#### ASSIGNMENT
Without the pictures, can you quote each line below exactly?

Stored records
Segment Open

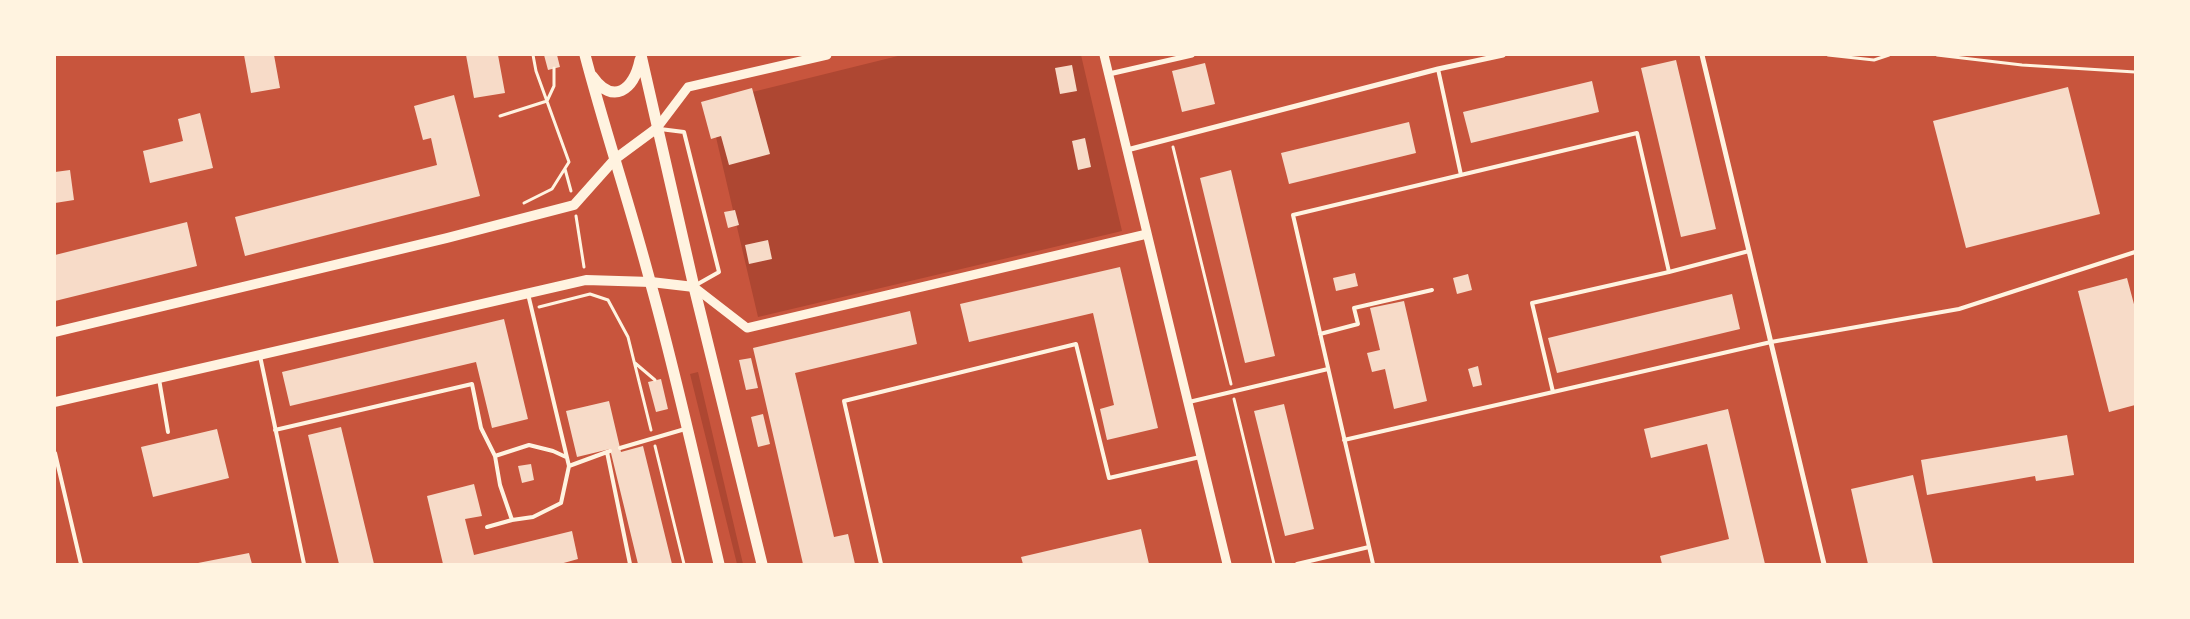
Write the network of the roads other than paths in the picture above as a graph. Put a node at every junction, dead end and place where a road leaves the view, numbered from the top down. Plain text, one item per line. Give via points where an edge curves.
1 (586, 55) edge
2 (641, 55) edge
3 (827, 55) edge
4 (1104, 55) edge
5 (1192, 55) edge
6 (1503, 55) edge
7 (1702, 55) edge
8 (1438, 69) junction
9 (590, 72) junction
10 (1109, 74) junction
11 (657, 128) junction
12 (1128, 150) junction
13 (615, 158) junction
14 (1461, 175) junction
15 (1147, 234) junction
16 (1749, 251) junction
17 (2135, 252) edge
18 (1669, 272) junction
19 (651, 282) junction
20 (694, 287) junction
21 (1432, 290) dead end
22 (528, 294) junction
23 (55, 332) edge
24 (1320, 334) junction
25 (1771, 342) junction
26 (260, 356) junction
27 (1328, 369) junction
28 (159, 379) junction
29 (1553, 392) junction
30 (55, 402) edge
31 (1188, 402) junction
32 (687, 429) junction
33 (275, 430) junction
34 (168, 432) dead end
35 (1344, 440) junction
36 (620, 448) dead end
37 (55, 453) edge
38 (495, 456) junction
39 (1202, 456) junction
40 (566, 457) junction
41 (569, 466) junction
42 (62, 482) junction
43 (55, 484) edge
44 (512, 520) junction
45 (486, 527) dead end
46 (1369, 547) junction
47 (81, 564) edge
48 (304, 564) edge
49 (630, 564) edge
50 (719, 564) edge
51 (762, 564) edge
52 (882, 564) edge
53 (1227, 564) edge
54 (1297, 564) edge
55 (1372, 564) edge
56 (1824, 564) edge

1 - 9 main road
2 - 9 main road via 630,86 619,92 607,91
2 - 11 main road
3 - 11 street via 688,88
4 - 10 street
5 - 10 street
6 - 8 street
7 - 16 street
8 - 12 street
8 - 14 lane
9 - 13 main road
10 - 12 street
11 - 13 main road
11 - 20 main road
11 - 20 lane via 684,132 719,272
12 - 15 street
13 - 19 main road
13 - 23 main road via 574,205
14 - 18 lane via 1637,132
14 - 24 lane via 1293,215
15 - 20 street via 747,328
15 - 31 street
16 - 18 lane
16 - 25 street
17 - 25 lane via 1958,309
18 - 29 lane via 1532,302
19 - 20 main road
19 - 22 main road via 586,280
19 - 32 main road
20 - 51 main road
21 - 24 lane via 1354,308 1358,324
22 - 26 main road
22 - 40 lane
24 - 27 lane
25 - 29 lane
25 - 56 street
26 - 28 main road
26 - 33 lane
27 - 31 lane
27 - 35 lane
28 - 30 main road
28 - 34 lane
29 - 35 lane
31 - 39 street
32 - 36 lane
32 - 50 main road
33 - 38 lane via 472,384 481,428
33 - 48 lane
35 - 46 lane
37 - 42 lane
38 - 40 lane via 529,445
38 - 44 lane via 500,485
39 - 52 lane via 1109,478 1076,344 844,401
39 - 53 street
40 - 41 lane
41 - 44 lane via 561,503 533,517
41 - 49 lane via 609,452
42 - 43 lane
42 - 47 lane
44 - 45 lane
46 - 54 lane
46 - 55 lane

Segment Closed

#### REPLY
Write the network of the roads other than paths in the picture above as a graph. Put a node at every junction, dead end and place where a road leaves the view, numbered from the top down. Plain text, one item per line. Give via points where an edge curves.
1 (586, 55) edge
2 (641, 55) edge
3 (827, 55) edge
4 (1104, 55) edge
5 (1192, 55) edge
6 (1503, 55) edge
7 (1702, 55) edge
8 (1438, 69) junction
9 (590, 72) junction
10 (1109, 74) junction
11 (657, 128) junction
12 (1128, 150) junction
13 (615, 158) junction
14 (1461, 175) junction
15 (1147, 234) junction
16 (1749, 251) junction
17 (2135, 252) edge
18 (1669, 272) junction
19 (651, 282) junction
20 (694, 287) junction
21 (1432, 290) dead end
22 (528, 294) junction
23 (55, 332) edge
24 (1320, 334) junction
25 (1771, 342) junction
26 (260, 356) junction
27 (1328, 369) junction
28 (159, 379) junction
29 (1553, 392) junction
30 (55, 402) edge
31 (1188, 402) junction
32 (687, 429) junction
33 (275, 430) junction
34 (168, 432) dead end
35 (1344, 440) junction
36 (620, 448) dead end
37 (55, 453) edge
38 (495, 456) junction
39 (1202, 456) junction
40 (566, 457) junction
41 (569, 466) junction
42 (62, 482) junction
43 (55, 484) edge
44 (512, 520) junction
45 (486, 527) dead end
46 (1369, 547) junction
47 (81, 564) edge
48 (304, 564) edge
49 (630, 564) edge
50 (719, 564) edge
51 (762, 564) edge
52 (882, 564) edge
53 (1227, 564) edge
54 (1297, 564) edge
55 (1372, 564) edge
56 (1824, 564) edge

1 - 9 main road
2 - 9 main road via 630,86 619,92 607,91
2 - 11 main road
3 - 11 street via 688,88
4 - 10 street
5 - 10 street
6 - 8 street
7 - 16 street
8 - 12 street
8 - 14 lane
9 - 13 main road
10 - 12 street
11 - 13 main road
11 - 20 main road
11 - 20 lane via 684,132 719,272
12 - 15 street
13 - 19 main road
13 - 23 main road via 574,205
14 - 18 lane via 1637,132
14 - 24 lane via 1293,215
15 - 20 street via 747,328
15 - 31 street
16 - 18 lane
16 - 25 street
17 - 25 lane via 1958,309
18 - 29 lane via 1532,302
19 - 20 main road
19 - 22 main road via 586,280
19 - 32 main road
20 - 51 main road
21 - 24 lane via 1354,308 1358,324
22 - 26 main road
22 - 40 lane
24 - 27 lane
25 - 29 lane
25 - 56 street
26 - 28 main road
26 - 33 lane
27 - 31 lane
27 - 35 lane
28 - 30 main road
28 - 34 lane
29 - 35 lane
31 - 39 street
32 - 36 lane
32 - 50 main road
33 - 38 lane via 472,384 481,428
33 - 48 lane
35 - 46 lane
37 - 42 lane
38 - 40 lane via 529,445
38 - 44 lane via 500,485
39 - 52 lane via 1109,478 1076,344 844,401
39 - 53 street
40 - 41 lane
41 - 44 lane via 561,503 533,517
41 - 49 lane via 609,452
42 - 43 lane
42 - 47 lane
44 - 45 lane
46 - 54 lane
46 - 55 lane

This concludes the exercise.